━━━━━ Provided records ━━━━━

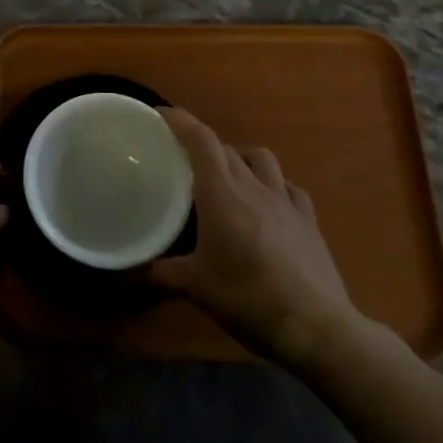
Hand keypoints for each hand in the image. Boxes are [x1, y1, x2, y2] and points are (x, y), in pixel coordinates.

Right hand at [146, 109, 369, 366]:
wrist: (317, 328)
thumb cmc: (249, 299)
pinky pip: (288, 186)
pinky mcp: (308, 219)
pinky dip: (273, 184)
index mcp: (221, 194)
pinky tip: (268, 201)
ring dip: (239, 157)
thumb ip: (159, 273)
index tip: (158, 115)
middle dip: (201, 145)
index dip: (179, 120)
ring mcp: (285, 200)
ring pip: (260, 158)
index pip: (199, 139)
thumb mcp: (196, 288)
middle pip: (224, 147)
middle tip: (182, 158)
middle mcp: (253, 186)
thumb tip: (126, 271)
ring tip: (227, 174)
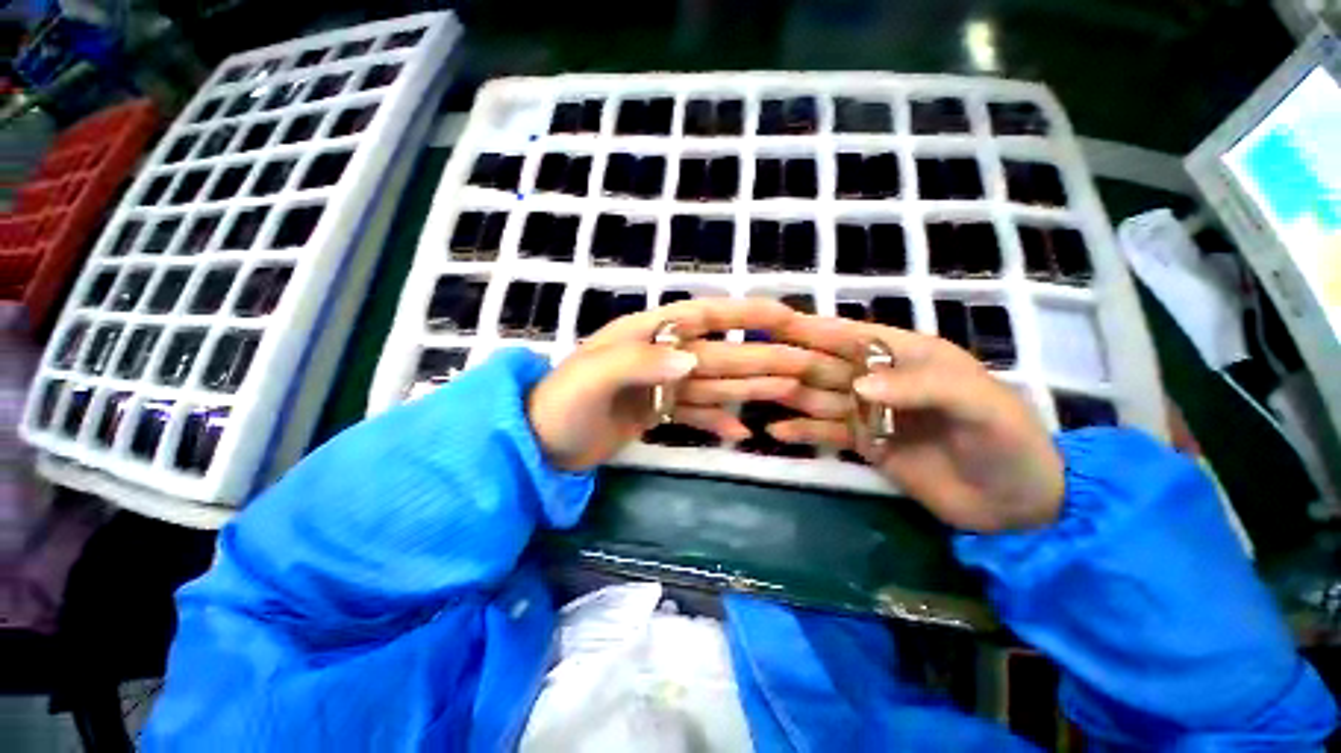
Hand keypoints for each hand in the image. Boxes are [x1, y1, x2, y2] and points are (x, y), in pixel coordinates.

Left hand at [528, 298, 857, 470]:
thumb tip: (691, 360)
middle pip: (720, 353)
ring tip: (789, 392)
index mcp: (647, 334)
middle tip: (804, 365)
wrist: (538, 443)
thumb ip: (639, 363)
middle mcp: (660, 354)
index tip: (786, 316)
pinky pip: (695, 412)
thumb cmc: (560, 406)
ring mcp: (662, 385)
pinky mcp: (658, 411)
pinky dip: (718, 421)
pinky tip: (741, 432)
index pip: (704, 316)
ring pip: (714, 383)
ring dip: (750, 387)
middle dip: (762, 357)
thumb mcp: (592, 379)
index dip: (745, 314)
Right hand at [769, 316, 1064, 531]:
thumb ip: (920, 387)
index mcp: (907, 356)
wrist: (1018, 504)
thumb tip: (858, 386)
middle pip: (826, 365)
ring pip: (819, 397)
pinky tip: (774, 431)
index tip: (775, 322)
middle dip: (791, 361)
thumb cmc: (1008, 443)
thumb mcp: (978, 406)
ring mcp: (869, 412)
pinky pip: (826, 433)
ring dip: (788, 394)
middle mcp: (881, 379)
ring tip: (752, 393)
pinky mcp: (865, 444)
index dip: (815, 327)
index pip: (852, 334)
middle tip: (750, 361)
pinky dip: (801, 431)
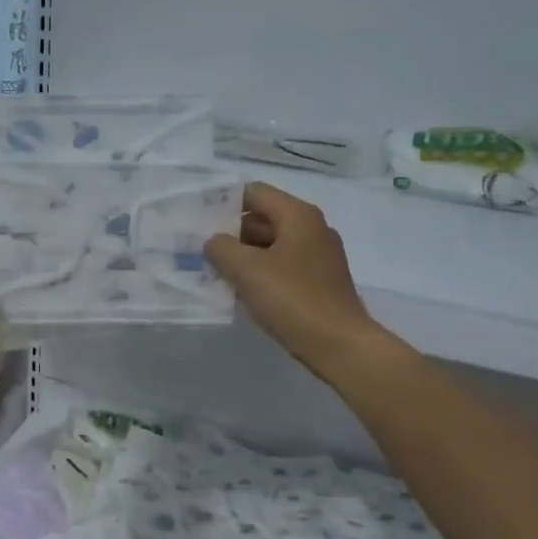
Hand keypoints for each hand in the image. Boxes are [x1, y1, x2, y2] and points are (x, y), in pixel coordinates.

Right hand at [205, 181, 381, 380]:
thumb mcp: (247, 270)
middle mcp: (312, 229)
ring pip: (271, 246)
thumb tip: (214, 242)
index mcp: (299, 216)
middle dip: (231, 234)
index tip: (198, 221)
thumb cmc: (293, 299)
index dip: (224, 202)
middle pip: (262, 218)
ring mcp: (318, 257)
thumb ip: (222, 248)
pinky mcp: (319, 282)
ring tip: (215, 273)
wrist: (340, 345)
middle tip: (201, 251)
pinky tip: (241, 293)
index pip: (254, 193)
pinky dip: (260, 274)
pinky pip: (282, 268)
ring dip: (243, 257)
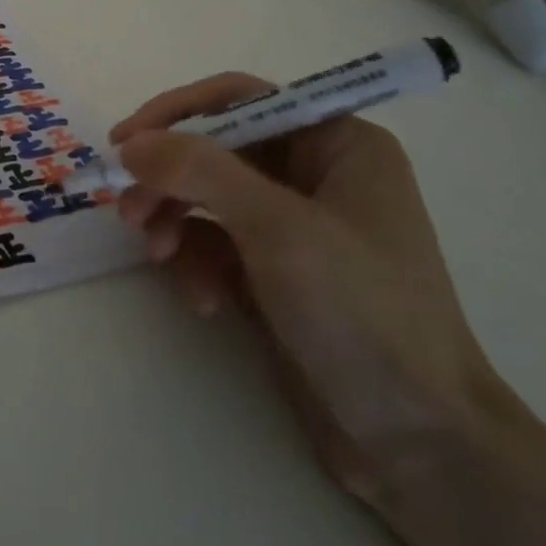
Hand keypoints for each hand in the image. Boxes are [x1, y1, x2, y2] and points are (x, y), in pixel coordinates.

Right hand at [110, 77, 508, 504]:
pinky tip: (204, 301)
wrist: (420, 446)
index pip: (240, 99)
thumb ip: (200, 172)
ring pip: (208, 197)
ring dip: (176, 222)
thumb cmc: (363, 313)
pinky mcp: (276, 272)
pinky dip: (198, 264)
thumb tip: (132, 144)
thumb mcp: (279, 229)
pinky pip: (216, 244)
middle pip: (216, 150)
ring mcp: (294, 226)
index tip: (125, 143)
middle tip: (129, 211)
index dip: (177, 113)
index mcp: (336, 143)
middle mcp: (315, 174)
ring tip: (159, 256)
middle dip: (170, 179)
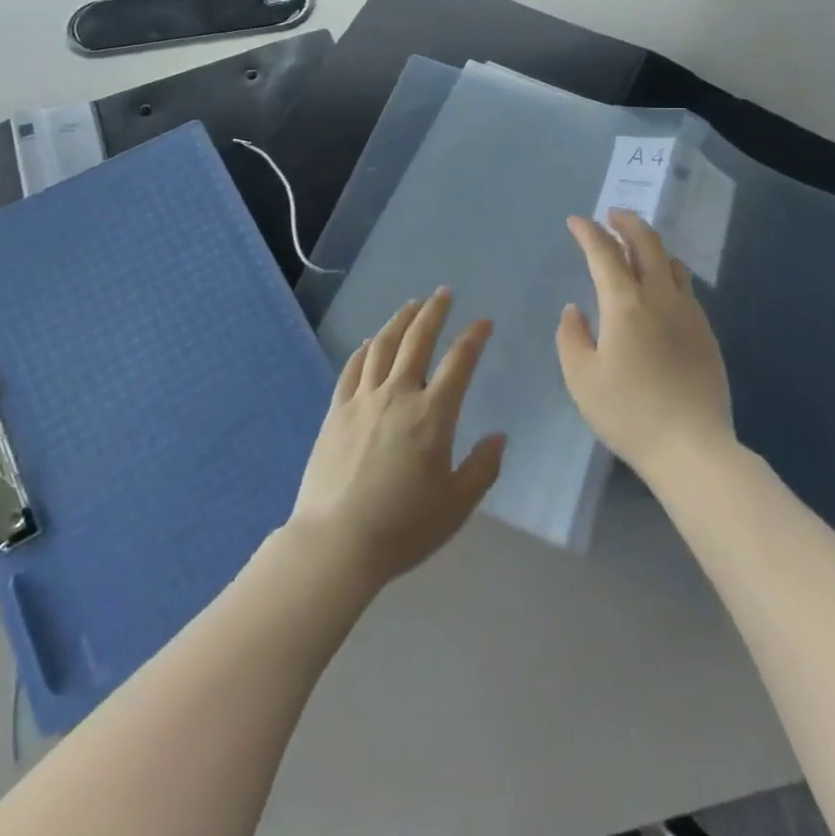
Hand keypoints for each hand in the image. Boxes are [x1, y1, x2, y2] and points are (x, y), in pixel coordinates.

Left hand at [289, 291, 504, 590]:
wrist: (336, 542)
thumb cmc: (403, 527)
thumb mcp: (456, 505)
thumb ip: (482, 468)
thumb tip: (498, 437)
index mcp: (432, 415)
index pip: (459, 362)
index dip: (474, 337)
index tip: (484, 322)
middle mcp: (398, 395)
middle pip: (417, 340)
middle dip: (434, 312)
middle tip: (444, 293)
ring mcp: (363, 400)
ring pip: (382, 346)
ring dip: (399, 321)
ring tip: (411, 305)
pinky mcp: (336, 411)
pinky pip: (352, 369)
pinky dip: (364, 350)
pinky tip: (369, 342)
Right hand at [557, 210, 733, 481]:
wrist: (692, 448)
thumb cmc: (628, 413)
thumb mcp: (581, 379)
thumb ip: (571, 336)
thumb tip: (575, 309)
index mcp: (625, 304)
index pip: (604, 252)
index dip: (588, 232)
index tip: (576, 221)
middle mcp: (660, 297)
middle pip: (647, 242)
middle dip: (626, 222)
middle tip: (611, 215)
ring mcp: (688, 312)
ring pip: (672, 261)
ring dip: (650, 245)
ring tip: (635, 247)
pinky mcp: (706, 332)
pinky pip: (685, 287)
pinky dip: (667, 271)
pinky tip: (660, 288)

━━━━━

| Problem statement |
Only a number is needed here: how many lines of the data include the word "wrist"?

| Exercise response |
7